What the exercise asks:
Collect all lines containing the word "宮下橋通" from the data.

Data for analysis:

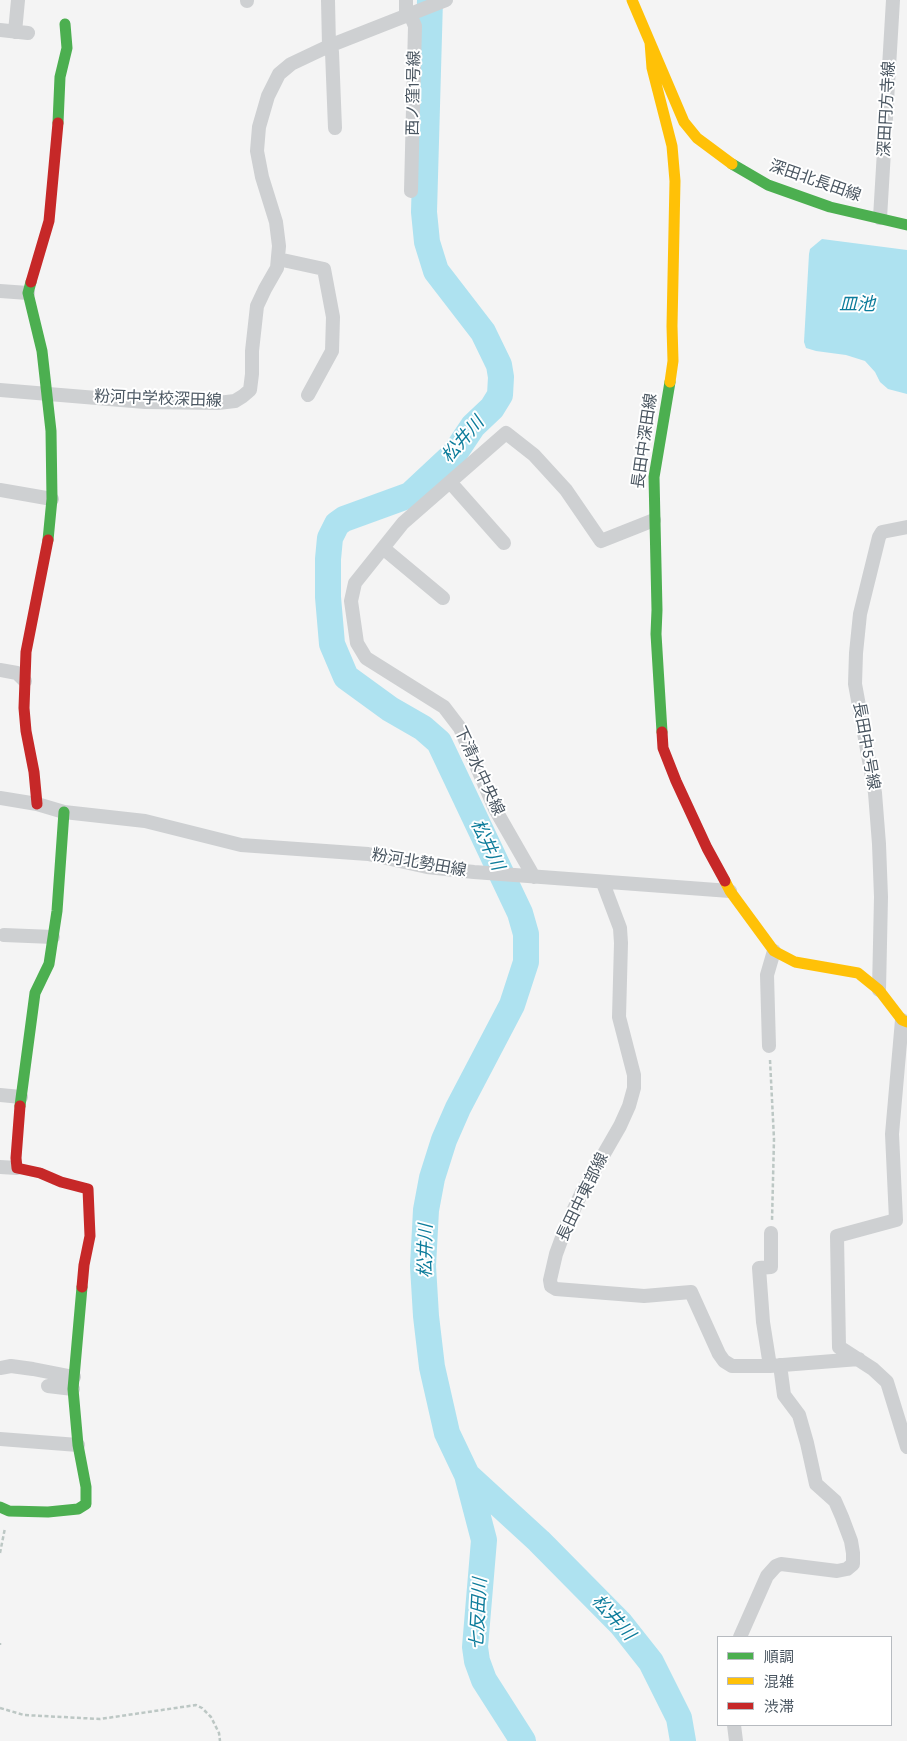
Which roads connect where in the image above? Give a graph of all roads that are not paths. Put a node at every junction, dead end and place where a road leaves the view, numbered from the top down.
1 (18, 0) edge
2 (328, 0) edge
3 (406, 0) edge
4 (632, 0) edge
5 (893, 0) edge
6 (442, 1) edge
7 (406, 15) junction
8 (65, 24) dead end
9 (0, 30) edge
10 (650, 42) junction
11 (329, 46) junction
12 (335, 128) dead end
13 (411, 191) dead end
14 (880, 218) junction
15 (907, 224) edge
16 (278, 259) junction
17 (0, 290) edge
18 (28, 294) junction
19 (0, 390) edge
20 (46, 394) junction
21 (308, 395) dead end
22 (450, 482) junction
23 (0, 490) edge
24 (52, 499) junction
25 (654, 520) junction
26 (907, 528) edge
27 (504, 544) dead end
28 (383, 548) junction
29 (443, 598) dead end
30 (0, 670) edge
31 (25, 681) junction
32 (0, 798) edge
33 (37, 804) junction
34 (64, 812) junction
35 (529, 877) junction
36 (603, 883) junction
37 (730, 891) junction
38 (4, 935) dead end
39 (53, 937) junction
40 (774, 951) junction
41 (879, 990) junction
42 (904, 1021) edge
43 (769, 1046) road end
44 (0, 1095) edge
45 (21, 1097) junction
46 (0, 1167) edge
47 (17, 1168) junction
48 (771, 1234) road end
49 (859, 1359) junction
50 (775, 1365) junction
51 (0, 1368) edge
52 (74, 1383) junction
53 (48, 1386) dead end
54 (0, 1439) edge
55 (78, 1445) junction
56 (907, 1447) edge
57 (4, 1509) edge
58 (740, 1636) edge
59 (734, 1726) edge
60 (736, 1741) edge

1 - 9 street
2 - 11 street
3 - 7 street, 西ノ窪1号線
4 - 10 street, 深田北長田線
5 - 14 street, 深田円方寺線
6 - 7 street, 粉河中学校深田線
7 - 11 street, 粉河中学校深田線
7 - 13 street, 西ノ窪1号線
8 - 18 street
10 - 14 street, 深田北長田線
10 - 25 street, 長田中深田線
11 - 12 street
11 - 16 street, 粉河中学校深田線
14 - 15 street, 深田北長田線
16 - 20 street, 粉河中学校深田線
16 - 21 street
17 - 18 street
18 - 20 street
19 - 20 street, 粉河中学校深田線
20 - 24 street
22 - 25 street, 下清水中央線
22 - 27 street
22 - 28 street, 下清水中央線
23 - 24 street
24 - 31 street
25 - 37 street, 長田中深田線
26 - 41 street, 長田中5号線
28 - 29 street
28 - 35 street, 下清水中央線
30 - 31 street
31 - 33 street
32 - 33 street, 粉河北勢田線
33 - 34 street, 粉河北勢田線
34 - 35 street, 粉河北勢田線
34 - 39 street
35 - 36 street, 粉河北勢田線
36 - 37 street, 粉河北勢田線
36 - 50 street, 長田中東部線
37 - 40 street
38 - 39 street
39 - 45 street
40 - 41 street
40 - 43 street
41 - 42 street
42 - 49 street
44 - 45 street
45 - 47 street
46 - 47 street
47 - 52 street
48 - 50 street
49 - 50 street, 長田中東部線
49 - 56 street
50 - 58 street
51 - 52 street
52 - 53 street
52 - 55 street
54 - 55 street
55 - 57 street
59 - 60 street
...
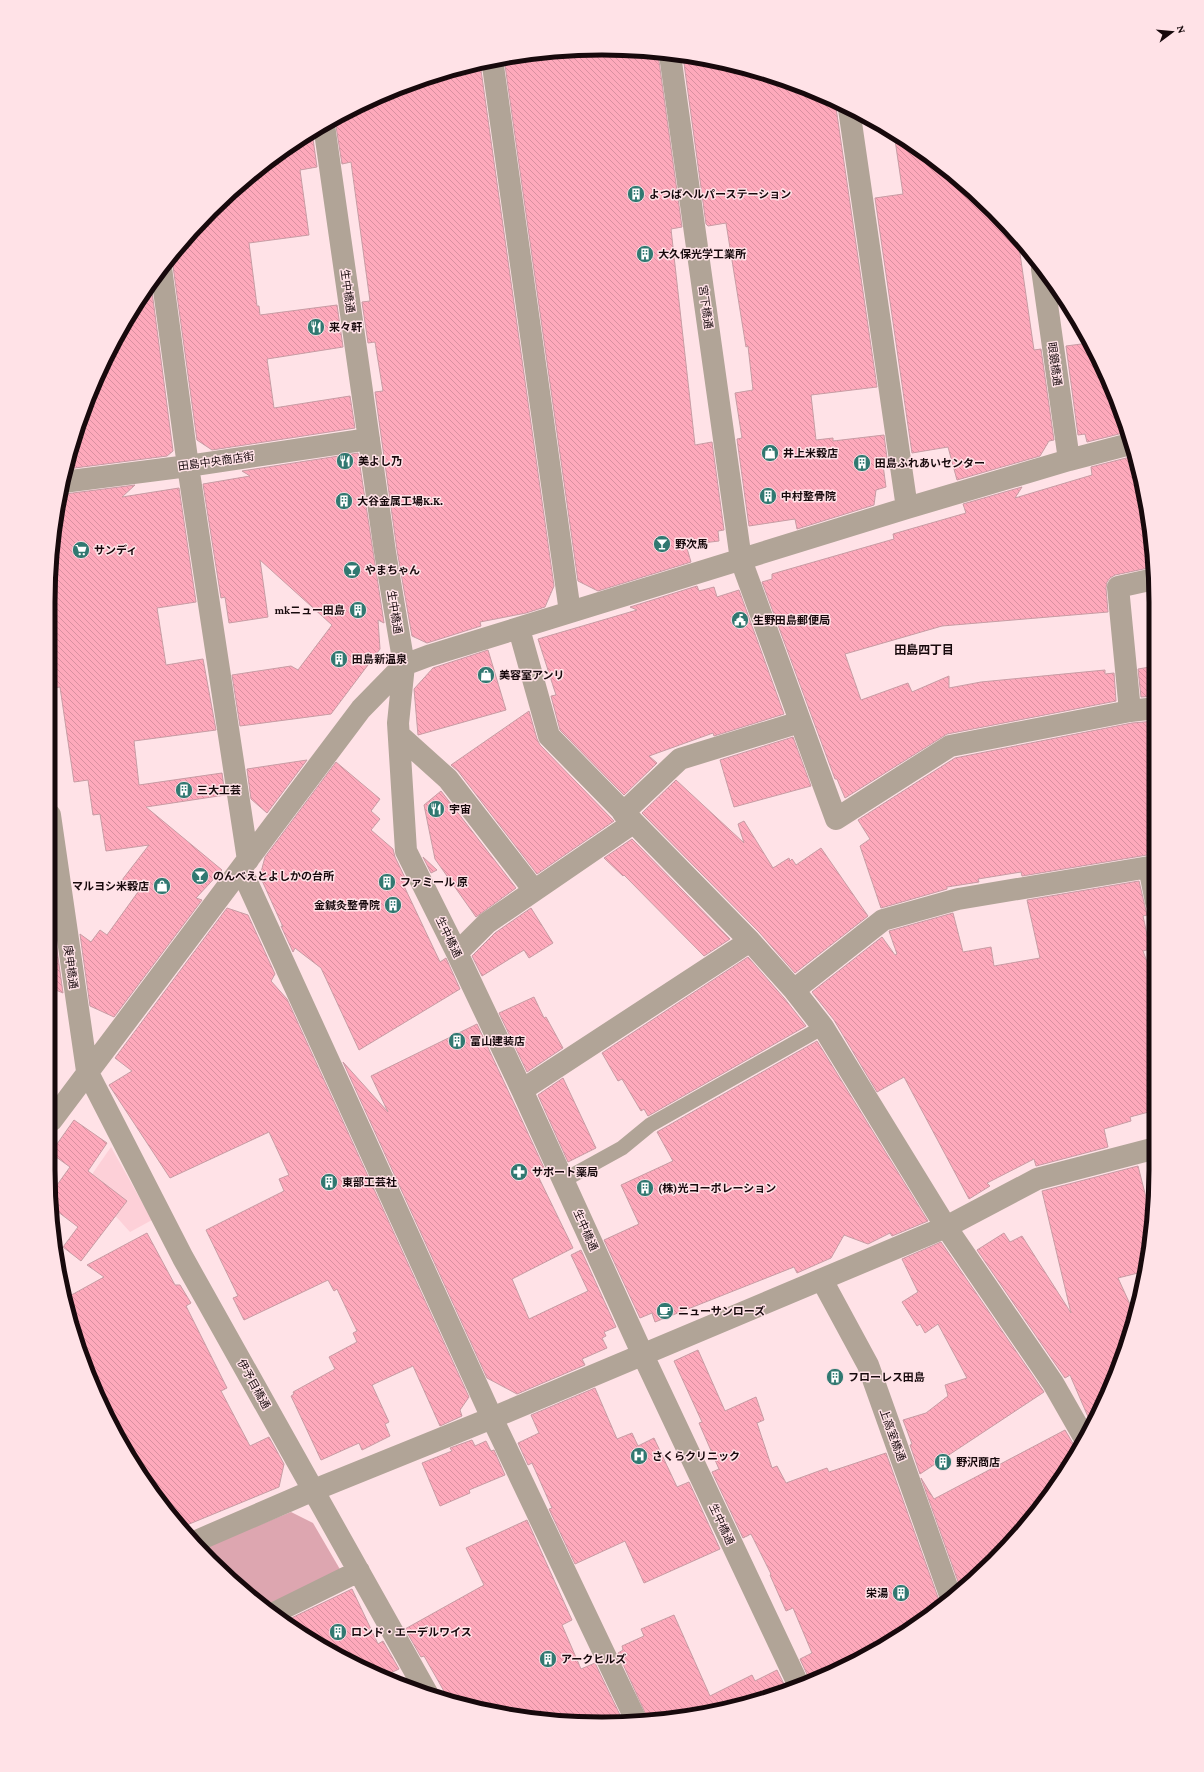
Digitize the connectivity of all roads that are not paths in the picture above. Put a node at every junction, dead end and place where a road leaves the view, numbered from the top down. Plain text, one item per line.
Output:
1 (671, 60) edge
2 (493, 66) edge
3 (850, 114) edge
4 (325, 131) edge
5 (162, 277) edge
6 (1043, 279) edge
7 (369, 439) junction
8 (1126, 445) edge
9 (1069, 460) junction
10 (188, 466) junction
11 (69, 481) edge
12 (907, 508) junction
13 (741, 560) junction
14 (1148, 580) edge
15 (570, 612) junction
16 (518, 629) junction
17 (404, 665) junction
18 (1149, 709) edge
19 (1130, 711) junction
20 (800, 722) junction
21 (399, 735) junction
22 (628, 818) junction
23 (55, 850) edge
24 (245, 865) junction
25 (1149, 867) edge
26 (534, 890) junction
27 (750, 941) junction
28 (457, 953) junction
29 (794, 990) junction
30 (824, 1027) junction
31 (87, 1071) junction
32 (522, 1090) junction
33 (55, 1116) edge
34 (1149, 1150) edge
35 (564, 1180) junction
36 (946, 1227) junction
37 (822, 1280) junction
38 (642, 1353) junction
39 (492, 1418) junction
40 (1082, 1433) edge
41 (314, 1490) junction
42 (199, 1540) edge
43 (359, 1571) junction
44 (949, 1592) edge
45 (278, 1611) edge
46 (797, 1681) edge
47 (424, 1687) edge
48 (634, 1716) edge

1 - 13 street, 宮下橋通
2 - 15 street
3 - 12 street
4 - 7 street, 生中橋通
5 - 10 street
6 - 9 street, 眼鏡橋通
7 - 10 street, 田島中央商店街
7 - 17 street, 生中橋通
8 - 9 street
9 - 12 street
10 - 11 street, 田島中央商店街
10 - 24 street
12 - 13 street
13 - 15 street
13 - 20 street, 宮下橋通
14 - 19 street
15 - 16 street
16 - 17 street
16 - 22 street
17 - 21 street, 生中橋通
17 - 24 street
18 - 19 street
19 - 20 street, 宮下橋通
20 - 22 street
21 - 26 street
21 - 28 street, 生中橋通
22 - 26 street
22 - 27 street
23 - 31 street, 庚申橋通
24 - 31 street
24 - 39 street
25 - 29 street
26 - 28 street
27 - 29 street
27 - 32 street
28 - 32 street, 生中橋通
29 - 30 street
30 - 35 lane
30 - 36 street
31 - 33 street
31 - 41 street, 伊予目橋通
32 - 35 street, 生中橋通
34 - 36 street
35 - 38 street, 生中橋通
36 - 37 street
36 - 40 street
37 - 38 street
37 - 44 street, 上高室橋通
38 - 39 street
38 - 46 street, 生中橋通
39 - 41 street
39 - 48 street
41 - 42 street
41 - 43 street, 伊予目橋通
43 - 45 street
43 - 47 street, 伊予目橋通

Answer to this task:
1 - 13 street, 宮下橋通
13 - 20 street, 宮下橋通
19 - 20 street, 宮下橋通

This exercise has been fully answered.